The European Parliament will today debate a resolution, approved in February by the Civil Liberties, Justice and Home Affairs committee, that calls for action to be to be taken on the investigations taking place into the murder of journalists Daphne Caruana Galizia and Jan Kuciak.
The debate on the rule of law resolution will be held in plenary, with MEPs are expected to vote on the resolution next week in Brussels.
The resolution, drafted after visits by a cross-party group of MEPs to both Malta and Slovakia last September, calls for efforts to be made for the masterminds of the murders to be identified and brought to justice as quickly as possible.
A Slovak businessman, Marian Kocner, was charged earlier this month with having ordered the assassination of Kuciak and his fiancée Martina Kusnirova. Three men stand charged with murdering Daphne Caruana Galizia with a car bomb on 16 October 2017 but the masterminds behind the murder remain unknown.

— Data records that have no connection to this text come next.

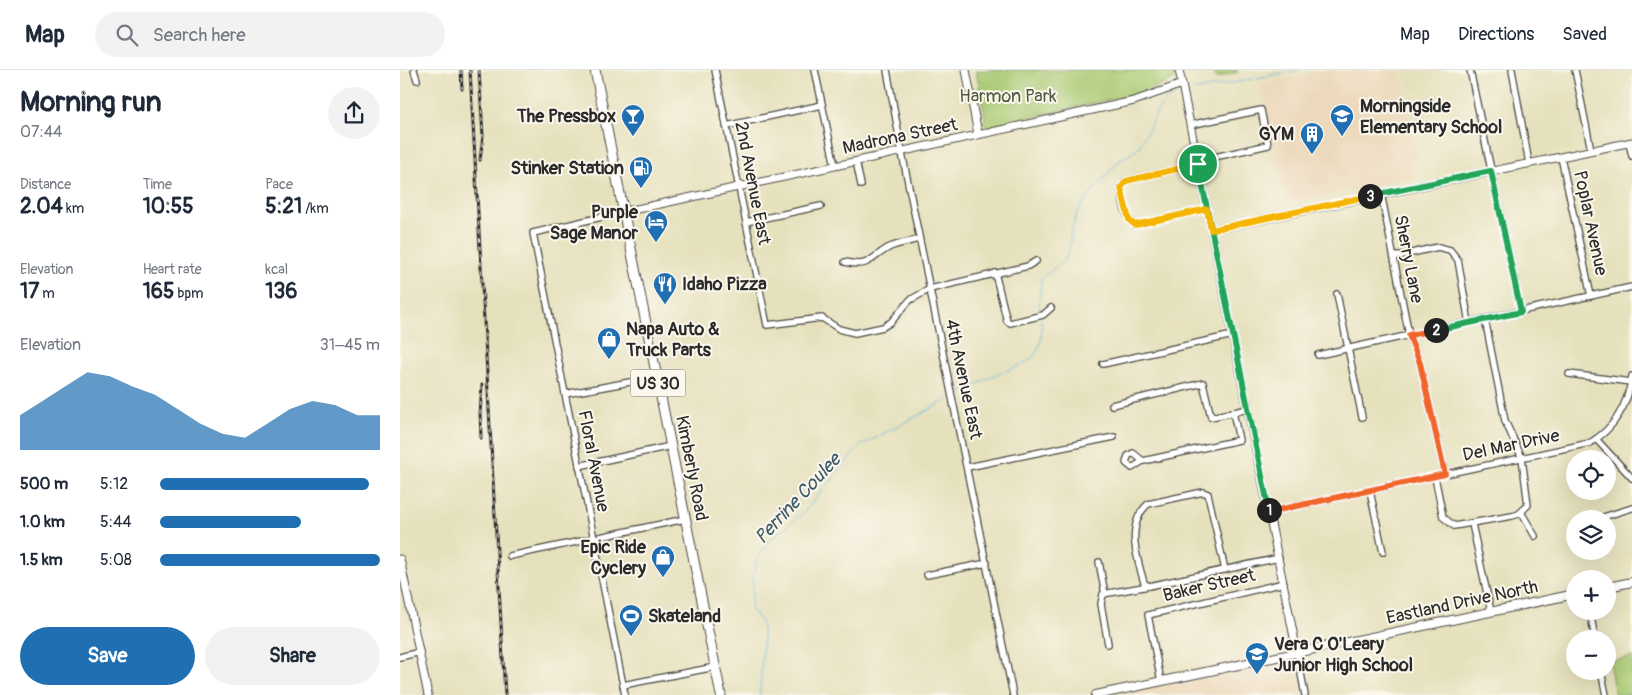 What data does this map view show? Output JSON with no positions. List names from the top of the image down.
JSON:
{
  "streets": {
    "main road": ["US 30", "Kimberly Road", "Eastland Drive North"],
    "street": [
      "Madrona Street",
      "2nd Avenue East",
      "Poplar Avenue",
      "Sherry Lane",
      "4th Avenue East",
      "Del Mar Drive",
      "Floral Avenue",
      "Baker Street"
    ]
  },
  "crossings": [
    ["Madrona Street", "2nd Avenue East"],
    ["Madrona Street", "4th Avenue East"],
    ["Madrona Street", "Floral Avenue"],
    ["Madrona Street", "Kimberly Road"],
    ["2nd Avenue East", "4th Avenue East"],
    ["Sherry Lane", "Del Mar Drive"],
    ["Floral Avenue", "Kimberly Road"],
    ["Baker Street", "Eastland Drive North"]
  ],
  "water": ["Perrine Coulee"],
  "parks": ["Harmon Park"],
  "places": {
    "bar": ["The Pressbox"],
    "school or university": ["Morningside Elementary School", "Vera C O'Leary Junior High School"],
    "building": ["GYM"],
    "fuel station": ["Stinker Station"],
    "hotel": ["Purple Sage Manor"],
    "restaurant": ["Idaho Pizza"],
    "shop": ["Napa Auto & Truck Parts", "Epic Ride Cyclery"],
    "sports": ["Skateland"]
  },
  "page": {
    "header": "Map",
    "search": "Search here",
    "nav": ["Map", "Directions", "Saved"],
    "heading": ["Morning run", "07:44"],
    "stats": [
      ["Distance", "2.04 km"],
      ["Time", "10:55"],
      ["Pace", "5:21 /km"],
      ["Elevation", "17 m"],
      ["Heart rate", "165 bpm"],
      ["kcal", "136"]
    ],
    "pins": ["3", "2", "1"],
    "chart": ["Elevation", "31–45 m"],
    "map_buttons": ["+", "−"],
    "list": [
      {
        "name": "500 m",
        "note": "5:12"
      },
      {
        "name": "1.0 km",
        "note": "5:44"
      },
      {
        "name": "1.5 km",
        "note": "5:08"
      }
    ],
    "buttons": ["Save", "Share"]
  }
}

The assassination of the two journalists raised alarm bells that when it comes to the rule of law, corruption and the protection of journalists in Malta and Slovakia.
The resolution calls on the Maltese authorities to set up an independent public inquiry into the murder of Daphne Caruana Galizia, to publish the full version of the Magistrate Aaron Bugeja Inquiry report, to stop selling passports with no genuine link to Malta, to investigate corruption and the link between the 17 Black company and Minister Konrad Mizzi and the Prime Minister’s Chief of Staff, as well as to take concrete action against the orchestrated hate campaign against the memory and family of Daphne Caruana Galizia.
The inquiry led by Magistrate Bugeja dealt with allegations that a company opened in Panama, named Egrant, belonged to the wife of Prime Minister Joseph Muscat. The inquiry found no evidence to sustain the allegation.
“Changes need to be made and now is the time to put the many words that members of Governments from both countries have made, into concrete actions. The citizens of both countries should have their minds put at rest that their authorities are truly acting in their interest,” the EPP said in February.
Speaking to journalists last week, Prime Minister Joseph Muscat insisted that the masterminds behind the murder of Daphne Caruana Galizia will be charged once there is all the evidence in hand.
Asked whether the police were close to charging the masterminds who ordered the assassination, following media reports that the investigation had reached an “advanced stage”, Muscat said he would not comment on specific details.
This, he said, “was of no good to anyone” and reiterated that the investigations needed to take their course.
Replying to the Chair of the European Parliament's Rule of Law Monitoring Group in the wake of the approval of the resolution, Muscaft accusedg the group, and others in the EP, of having fallen victim to "direct or indirect interference by Maltese political forces with an overtly partisan agenda".